> [Task prompt] From the entries below, extract every line that includes the word "edges".

> [Supplied data]
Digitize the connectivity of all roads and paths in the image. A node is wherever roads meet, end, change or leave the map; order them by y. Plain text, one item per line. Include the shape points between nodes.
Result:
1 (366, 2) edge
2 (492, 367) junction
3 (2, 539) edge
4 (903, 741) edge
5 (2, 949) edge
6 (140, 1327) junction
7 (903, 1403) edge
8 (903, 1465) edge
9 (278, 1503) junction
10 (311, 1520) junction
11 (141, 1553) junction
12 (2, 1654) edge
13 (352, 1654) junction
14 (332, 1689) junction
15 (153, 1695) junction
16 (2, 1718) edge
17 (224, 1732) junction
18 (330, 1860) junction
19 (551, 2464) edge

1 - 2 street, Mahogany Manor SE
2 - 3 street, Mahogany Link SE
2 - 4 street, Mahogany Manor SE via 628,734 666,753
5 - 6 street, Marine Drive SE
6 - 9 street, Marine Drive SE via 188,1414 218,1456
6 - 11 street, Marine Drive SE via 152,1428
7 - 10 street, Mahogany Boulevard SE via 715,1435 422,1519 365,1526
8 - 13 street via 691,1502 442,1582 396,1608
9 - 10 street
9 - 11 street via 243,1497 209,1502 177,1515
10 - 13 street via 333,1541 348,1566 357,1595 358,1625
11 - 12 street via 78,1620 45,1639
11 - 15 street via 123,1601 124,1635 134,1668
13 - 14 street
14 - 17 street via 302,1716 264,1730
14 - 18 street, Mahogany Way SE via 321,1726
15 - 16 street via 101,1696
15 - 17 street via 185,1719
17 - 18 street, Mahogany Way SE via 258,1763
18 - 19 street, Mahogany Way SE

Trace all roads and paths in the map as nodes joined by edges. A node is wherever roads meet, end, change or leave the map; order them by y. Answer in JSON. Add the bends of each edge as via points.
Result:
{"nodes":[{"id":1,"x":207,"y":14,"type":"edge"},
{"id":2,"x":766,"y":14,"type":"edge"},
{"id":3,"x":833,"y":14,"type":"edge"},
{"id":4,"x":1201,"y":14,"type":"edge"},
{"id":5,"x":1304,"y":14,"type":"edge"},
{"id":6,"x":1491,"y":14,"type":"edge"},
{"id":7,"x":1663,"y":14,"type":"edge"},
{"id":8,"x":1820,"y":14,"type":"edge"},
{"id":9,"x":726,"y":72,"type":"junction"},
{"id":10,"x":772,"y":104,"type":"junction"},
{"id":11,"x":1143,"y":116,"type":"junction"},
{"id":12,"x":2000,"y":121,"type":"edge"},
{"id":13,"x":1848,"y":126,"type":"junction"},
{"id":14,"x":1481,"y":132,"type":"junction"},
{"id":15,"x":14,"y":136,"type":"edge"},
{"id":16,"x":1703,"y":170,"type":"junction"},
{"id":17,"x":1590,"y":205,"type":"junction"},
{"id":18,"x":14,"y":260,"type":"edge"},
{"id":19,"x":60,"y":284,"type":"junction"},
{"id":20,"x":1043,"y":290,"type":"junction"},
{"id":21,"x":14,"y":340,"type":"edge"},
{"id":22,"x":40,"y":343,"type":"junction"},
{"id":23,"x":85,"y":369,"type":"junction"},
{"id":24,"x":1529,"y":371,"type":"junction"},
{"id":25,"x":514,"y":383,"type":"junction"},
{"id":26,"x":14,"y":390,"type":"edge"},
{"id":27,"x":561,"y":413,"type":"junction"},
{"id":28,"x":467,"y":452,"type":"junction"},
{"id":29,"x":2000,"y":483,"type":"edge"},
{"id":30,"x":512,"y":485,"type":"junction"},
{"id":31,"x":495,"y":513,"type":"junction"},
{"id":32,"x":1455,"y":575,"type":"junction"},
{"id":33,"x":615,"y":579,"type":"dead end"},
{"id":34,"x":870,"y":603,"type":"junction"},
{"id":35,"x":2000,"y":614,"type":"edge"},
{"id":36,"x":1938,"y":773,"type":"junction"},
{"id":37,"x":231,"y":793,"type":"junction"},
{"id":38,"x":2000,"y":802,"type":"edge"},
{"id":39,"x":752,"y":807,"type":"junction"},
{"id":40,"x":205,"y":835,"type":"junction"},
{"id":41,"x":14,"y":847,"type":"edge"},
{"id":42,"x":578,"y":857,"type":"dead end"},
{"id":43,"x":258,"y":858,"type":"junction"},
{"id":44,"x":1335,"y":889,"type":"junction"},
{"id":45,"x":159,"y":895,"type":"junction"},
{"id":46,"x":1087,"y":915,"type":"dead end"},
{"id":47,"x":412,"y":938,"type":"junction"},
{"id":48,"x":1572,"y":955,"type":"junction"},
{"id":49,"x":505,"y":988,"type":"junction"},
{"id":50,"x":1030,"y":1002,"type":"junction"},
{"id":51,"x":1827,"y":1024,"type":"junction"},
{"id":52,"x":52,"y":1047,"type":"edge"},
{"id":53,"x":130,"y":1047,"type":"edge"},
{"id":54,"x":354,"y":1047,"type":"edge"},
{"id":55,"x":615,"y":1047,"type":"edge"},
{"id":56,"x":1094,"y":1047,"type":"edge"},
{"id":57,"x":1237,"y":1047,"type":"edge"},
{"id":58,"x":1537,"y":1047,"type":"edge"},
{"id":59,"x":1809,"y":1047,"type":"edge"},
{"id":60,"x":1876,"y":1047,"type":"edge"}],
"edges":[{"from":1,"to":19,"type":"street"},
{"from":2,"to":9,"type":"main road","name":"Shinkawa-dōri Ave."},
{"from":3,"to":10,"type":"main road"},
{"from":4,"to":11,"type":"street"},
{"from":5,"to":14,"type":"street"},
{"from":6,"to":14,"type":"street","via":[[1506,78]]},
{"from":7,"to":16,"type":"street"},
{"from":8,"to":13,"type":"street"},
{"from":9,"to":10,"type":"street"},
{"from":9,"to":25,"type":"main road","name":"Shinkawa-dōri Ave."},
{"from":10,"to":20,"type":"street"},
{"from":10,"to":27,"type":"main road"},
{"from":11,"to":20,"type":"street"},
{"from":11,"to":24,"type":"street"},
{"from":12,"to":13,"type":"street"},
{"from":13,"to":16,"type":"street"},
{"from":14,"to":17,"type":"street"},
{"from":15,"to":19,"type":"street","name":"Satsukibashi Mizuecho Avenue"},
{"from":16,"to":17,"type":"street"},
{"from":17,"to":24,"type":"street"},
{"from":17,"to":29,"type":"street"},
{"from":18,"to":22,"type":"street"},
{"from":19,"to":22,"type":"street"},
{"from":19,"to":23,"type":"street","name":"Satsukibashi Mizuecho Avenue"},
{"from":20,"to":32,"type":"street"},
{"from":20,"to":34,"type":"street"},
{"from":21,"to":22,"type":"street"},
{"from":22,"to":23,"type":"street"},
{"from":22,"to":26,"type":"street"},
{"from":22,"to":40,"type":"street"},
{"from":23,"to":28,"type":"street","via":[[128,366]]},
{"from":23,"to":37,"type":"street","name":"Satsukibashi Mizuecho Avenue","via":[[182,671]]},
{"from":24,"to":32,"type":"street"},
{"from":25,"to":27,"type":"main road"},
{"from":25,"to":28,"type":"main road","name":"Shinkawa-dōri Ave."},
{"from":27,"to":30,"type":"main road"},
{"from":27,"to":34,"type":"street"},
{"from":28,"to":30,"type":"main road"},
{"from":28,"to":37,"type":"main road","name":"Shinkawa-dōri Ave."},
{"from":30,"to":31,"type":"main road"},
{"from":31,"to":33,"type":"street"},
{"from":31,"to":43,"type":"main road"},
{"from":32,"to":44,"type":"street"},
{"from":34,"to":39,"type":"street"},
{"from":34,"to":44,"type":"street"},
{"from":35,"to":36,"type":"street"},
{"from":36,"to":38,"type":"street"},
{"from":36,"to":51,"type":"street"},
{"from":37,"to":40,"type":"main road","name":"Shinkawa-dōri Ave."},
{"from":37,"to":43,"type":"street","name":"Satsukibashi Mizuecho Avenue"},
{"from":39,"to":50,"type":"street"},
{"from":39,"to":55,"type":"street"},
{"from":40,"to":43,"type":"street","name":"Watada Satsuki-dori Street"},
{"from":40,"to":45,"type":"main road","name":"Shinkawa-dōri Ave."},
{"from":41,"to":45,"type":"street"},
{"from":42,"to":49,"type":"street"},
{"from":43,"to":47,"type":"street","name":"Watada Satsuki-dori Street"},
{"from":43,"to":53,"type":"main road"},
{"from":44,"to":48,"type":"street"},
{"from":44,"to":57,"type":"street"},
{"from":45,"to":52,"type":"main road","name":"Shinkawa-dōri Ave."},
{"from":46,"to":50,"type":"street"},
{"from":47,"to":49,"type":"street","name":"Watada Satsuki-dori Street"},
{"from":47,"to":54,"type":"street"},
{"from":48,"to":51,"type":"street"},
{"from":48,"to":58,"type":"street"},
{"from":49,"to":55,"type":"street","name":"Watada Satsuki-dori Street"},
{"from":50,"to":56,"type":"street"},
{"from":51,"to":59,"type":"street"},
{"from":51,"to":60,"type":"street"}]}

> [Solution to this task]
Trace all roads and paths in the map as nodes joined by edges. A node is wherever roads meet, end, change or leave the map; order them by y. Answer in JSON. Add the bends of each edge as via points.
"edges":[{"from":1,"to":19,"type":"street"},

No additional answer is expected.